My Turn: Bill Bucher Jr.: FDR’s last undelivered message to the American people

Published 12:00 am Sunday, May 26, 2024

By Bill Bucher Jr.

APRIL 12, 1945 — At his favorite retreat in Warm Springs, Georgia, some 79 years ago, President Franklin D. Roosevelt prepared a message to be delivered by radio the next evening to banquets and meetings throughout the country commemorating the birthday of Thomas Jefferson, author of the Declaration of Independence. The address was never delivered, as he died unexpectedly later that day of a cerebral hemorrhage. The thoughts expressed in his message are appropriate for Memorial Day, and especially Memorial Day of 2024, as our nation wrestles with the role that we should play in conflicts all over the globe.

“Americans are gathered together this evening in communities all over the country to pay tribute to the living memory of Thomas Jefferson — one of the greatest of all democrats; and I want to make it clear that I am spelling that word ‘democrats’ with a small ‘d.’

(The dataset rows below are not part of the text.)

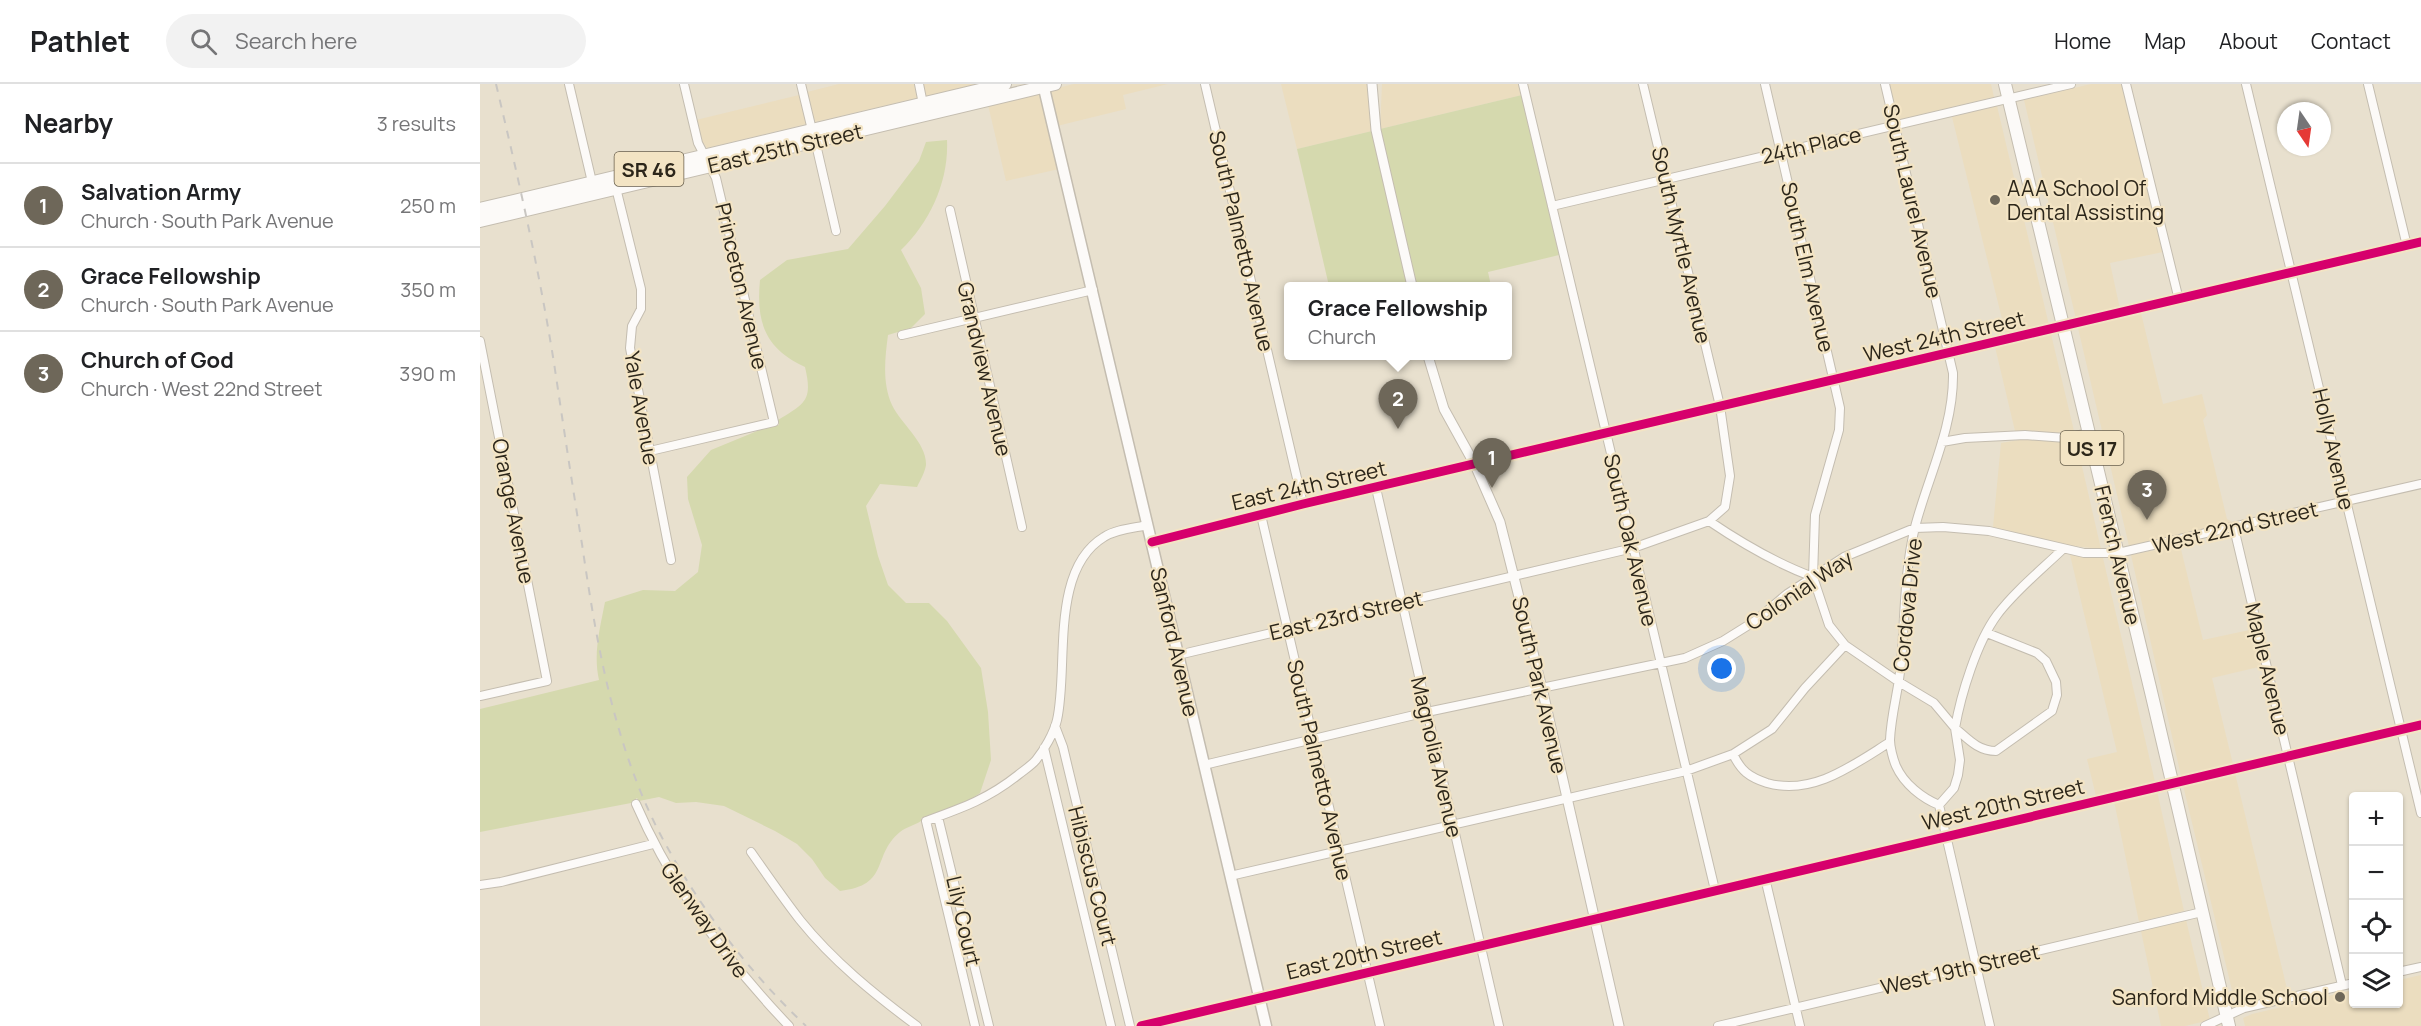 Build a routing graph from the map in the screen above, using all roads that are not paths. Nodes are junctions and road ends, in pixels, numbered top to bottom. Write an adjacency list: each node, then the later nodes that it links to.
1 (569, 84): 25 (street)
2 (684, 84): 23 (street, Princeton Avenue)
3 (801, 84): 21 (street)
4 (919, 84): 19 (street)
5 (1005, 84): 19 (main road, East 25th Street)
6 (1205, 84): 56 (street, South Palmetto Avenue)
7 (1372, 84): 37 (street)
8 (1523, 84): 28 (street, South Oak Avenue)
9 (1643, 84): 24 (street, South Myrtle Avenue)
10 (1765, 84): 22 (street, South Elm Avenue)
11 (1885, 84): 20 (street, South Laurel Avenue)
12 (2005, 84): 18 (main road, French Avenue / US 17)
13 (2071, 84): 18 (street, 24th Place)
14 (2126, 84): 39 (street)
15 (2246, 84): 36 (street, Holly Avenue)
16 (2368, 84): 35 (street)
17 (1047, 85): 21 (main road, East 25th Street / SR 46); 38 (main road, Sanford Avenue)
18 (2009, 98): 20 (street, 24th Place); 41 (main road, French Avenue / US 17)
19 (923, 104): 21 (main road, East 25th Street)
20 (1895, 125): 22 (street, 24th Place); 44 (street, South Laurel Avenue)
21 (813, 135): 23 (main road, East 25th Street / SR 46); 33 (street)
22 (1781, 152): 24 (street, 24th Place); 46 (street, South Elm Avenue)
23 (708, 160): 25 (main road, East 25th Street / SR 46); 26 (main road, East 25th Street / SR 46); 51 (street, Princeton Avenue)
24 (1666, 179): 28 (street, 24th Place); 47 (street, South Myrtle Avenue)
25 (592, 182): 27 (main road, East 25th Street / SR 46)
26 (616, 188): 32 (main road, East 25th Street / SR 46); 51 (street, Yale Avenue)
27 (513, 201): 29 (main road, East 25th Street / SR 46); 31 (main road)
28 (1552, 206): 49 (street, South Oak Avenue)
29 (480, 209)
30 (950, 210): 40 (street, Grandview Avenue)
31 (480, 214)
32 (480, 221)
33 (836, 231)
34 (2421, 242): 35 (street, West 24th Street)
35 (2407, 246): 36 (street, West 24th Street)
36 (2292, 272): 39 (street, West 24th Street); 55 (street, Holly Avenue)
37 (1411, 282)
38 (1093, 290): 40 (street); 59 (main road, Sanford Avenue)
39 (2179, 300): 41 (street, West 24th Street)
40 (974, 319): 42 (street); 60 (street, Grandview Avenue)
41 (2064, 327): 44 (street, West 24th Street); 48 (main road, French Avenue / US 17)
42 (902, 335)
43 (480, 340): 78 (street, Orange Avenue)
44 (1949, 353): 46 (street, West 24th Street); 50 (street, Cordova Drive)
45 (1429, 360): 52 (street, South Park Avenue)
46 (1835, 380): 47 (street, West 24th Street); 69 (street, South Elm Avenue)
47 (1720, 406): 49 (street, West 24th Street); 58 (street, South Myrtle Avenue)
48 (2089, 433): 50 (street); 66 (main road, French Avenue / US 17)
49 (1606, 434): 52 (street, West 24th Street); 64 (street, South Oak Avenue)
50 (1942, 442): 61 (street, Cordova Drive)
51 (650, 451): 67 (street, Yale Avenue)
52 (1474, 465): 54 (street, East 24th Street); 68 (street, South Park Avenue)
53 (2421, 484): 55 (street, West 22nd Street)
54 (1376, 488): 56 (street, East 24th Street); 70 (street, Magnolia Avenue)
55 (2347, 501): 62 (street, West 22nd Street); 83 (street, Holly Avenue)
56 (1303, 504): 57 (street, East 24th Street)
57 (1261, 515): 63 (street, East 24th Street); 71 (street, South Palmetto Avenue)
58 (1709, 521): 64 (street, East 23rd Street); 69 (street)
59 (1148, 525): 63 (main road, Sanford Avenue); 81 (street)
60 (1022, 527)
61 (1915, 528): 65 (street, Colonial Way); 69 (street, Colonial Way); 76 (street, Cordova Drive)
62 (2234, 528): 66 (street, West 22nd Street); 88 (street, Maple Avenue)
63 (1152, 542): 74 (main road, Sanford Avenue)
64 (1633, 548): 68 (street, East 23rd Street); 75 (street, South Oak Avenue)
65 (2063, 549): 66 (street, Colonial Way); 72 (street)
66 (2118, 553): 91 (main road, French Avenue / US 17)
67 (671, 560)
68 (1515, 576): 70 (street, East 23rd Street); 77 (street, South Park Avenue)
69 (1813, 578): 73 (street); 75 (street, Colonial Way)
70 (1402, 603): 71 (street, East 23rd Street); 79 (street, Magnolia Avenue)
71 (1287, 629): 74 (street, East 23rd Street); 84 (street, South Palmetto Avenue)
72 (1986, 633): 82 (street); 82 (street)
73 (1845, 645): 76 (street); 87 (street)
74 (1178, 655): 89 (main road, Sanford Avenue)
75 (1660, 663): 77 (street); 90 (street, South Oak Avenue)
76 (1899, 682): 82 (street); 85 (street, Cordova Drive)
77 (1542, 688): 79 (street); 92 (street, South Park Avenue)
78 (480, 696)
79 (1427, 712): 84 (street); 97 (street, Magnolia Avenue)
80 (2421, 725): 83 (street, West 20th Street)
81 (1056, 726): 86 (street); 123 (street, Hibiscus Court)
82 (1955, 728): 94 (street)
83 (2401, 729): 88 (street, West 20th Street); 95 (street, Holly Avenue)
84 (1313, 740): 89 (street); 100 (street, South Palmetto Avenue)
85 (1890, 742): 87 (street); 94 (street, Cordova Drive)
86 (1044, 748): 96 (street); 122 (street, Hibiscus Court)
87 (1733, 754): 90 (street)
88 (2289, 755): 91 (street, West 20th Street); 114 (street, Maple Avenue)
89 (1204, 765): 102 (main road, Sanford Avenue)
90 (1686, 771): 92 (street); 105 (street, South Oak Avenue)
91 (2173, 783): 98 (street, West 20th Street); 106 (main road, French Avenue / US 17)
92 (1566, 798): 97 (street); 107 (street, South Park Avenue)
93 (636, 804): 99 (street, Glenway Drive)
94 (1939, 805): 98 (street)
95 (2421, 813)
96 (938, 817): 120 (street, Lily Court); 121 (street, Lily Court)
97 (1452, 825): 100 (street); 108 (street, Magnolia Avenue)
98 (1945, 836): 103 (street, West 20th Street); 109 (street)
99 (653, 844): 104 (street); 118 (street, Glenway Drive)
100 (1339, 851): 102 (street); 112 (street, South Palmetto Avenue)
101 (751, 852): 119 (street)
102 (1230, 876): 115 (main road, Sanford Avenue)
103 (1765, 878): 105 (street, West 20th Street); 116 (street)
104 (480, 885)
105 (1715, 890): 107 (street, West 20th Street)
106 (2202, 912): 109 (street, West 19th Street); 117 (main road, French Avenue / US 17)
107 (1594, 919): 108 (street, East 20th Street); 128 (street, South Park Avenue)
108 (1480, 946): 112 (street, East 20th Street); 127 (street, Magnolia Avenue)
109 (1975, 965): 116 (street, West 19th Street); 131 (street)
110 (2421, 967): 111 (street)
111 (2403, 971)
112 (1367, 972): 115 (street, East 20th Street); 126 (street, South Palmetto Avenue)
113 (2349, 984): 114 (street)
114 (2342, 985): 117 (street)
115 (1259, 997): 124 (street, East 20th Street); 125 (main road, Sanford Avenue)
116 (1795, 1007): 129 (street, West 19th Street); 130 (street)
117 (2228, 1021): 132 (street)
118 (789, 1026)
119 (917, 1026)
120 (975, 1026)
121 (989, 1026)
122 (1111, 1026)
123 (1130, 1026)
124 (1141, 1026)
125 (1266, 1026)
126 (1380, 1026)
127 (1499, 1026)
128 (1619, 1026)
129 (1718, 1026)
130 (1800, 1026)
131 (1990, 1026)
132 (2205, 1026)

I wish I had the power, just for this evening, to be present at all of these gatherings.

In this historic year, more than ever before, we do well to consider the character of Thomas Jefferson as an American citizen of the world.

As minister to France, then as our first secretary of state, and as our third president, Jefferson was instrumental in the establishment of the United States as a vital factor in international affairs.

It was he who first sent our Navy into far distant waters to defend our rights. And the promulgation of the Monroe Doctrine was the logical development of Jefferson’s far-seeing foreign policy.

Today this nation, which Jefferson helped so greatly to build, is playing a tremendous part in the battle for the rights of man all over the world….

In Jefferson’s time our Navy consisted of only a handful of frigates headed by the gallant U.S.S. Constitution — Old Ironsides — but that tiny Navy taught nations across the Atlantic that piracy in the Mediterranean — acts of aggression against the peaceful commerce and the enslavement of their crews was one of those things which, among neighbors, simply was not done.

Today, we have learned in the agony of war that great power involves great responsibility. Today we can no more escape the consequences of German and Japanese aggression than could we avoid the consequences of attacks by the Barbary corsairs a century and a half before.

We, as Americans, do not choose to deny our responsibility.

Nor do we intend to abandon our determination that, within the lives of our children and our children’s children, there will not be a third world war.

We seek peace — enduring peace. More than an end to war, we want an end to the beginnings of all wars — yes, an end to this brutal, inhuman, and thoroughly impractical method of settling the differences between governments…

Today we are faced with the preeminent fact that, if civilization is to survive, we must cultivate the science of human relationships — the ability of all peoples, of all kinds, to live together and work together, in the same world, at peace…

Today, as we move against the terrible scourge of war — as we go forward toward the greatest contribution that any generation of human beings can make in this world — the contribution of lasting peace, I ask you to keep up your faith. I measure the sound, solid achievement that can be made at this time by the straight-edge of your own confidence and your resolve. And to you, and to all Americans who dedicate themselves with us to the making of an abiding peace, I say:

The only limit to our realization of tomorrow will be our doubts of today. Let us move forward with strong and active faith.”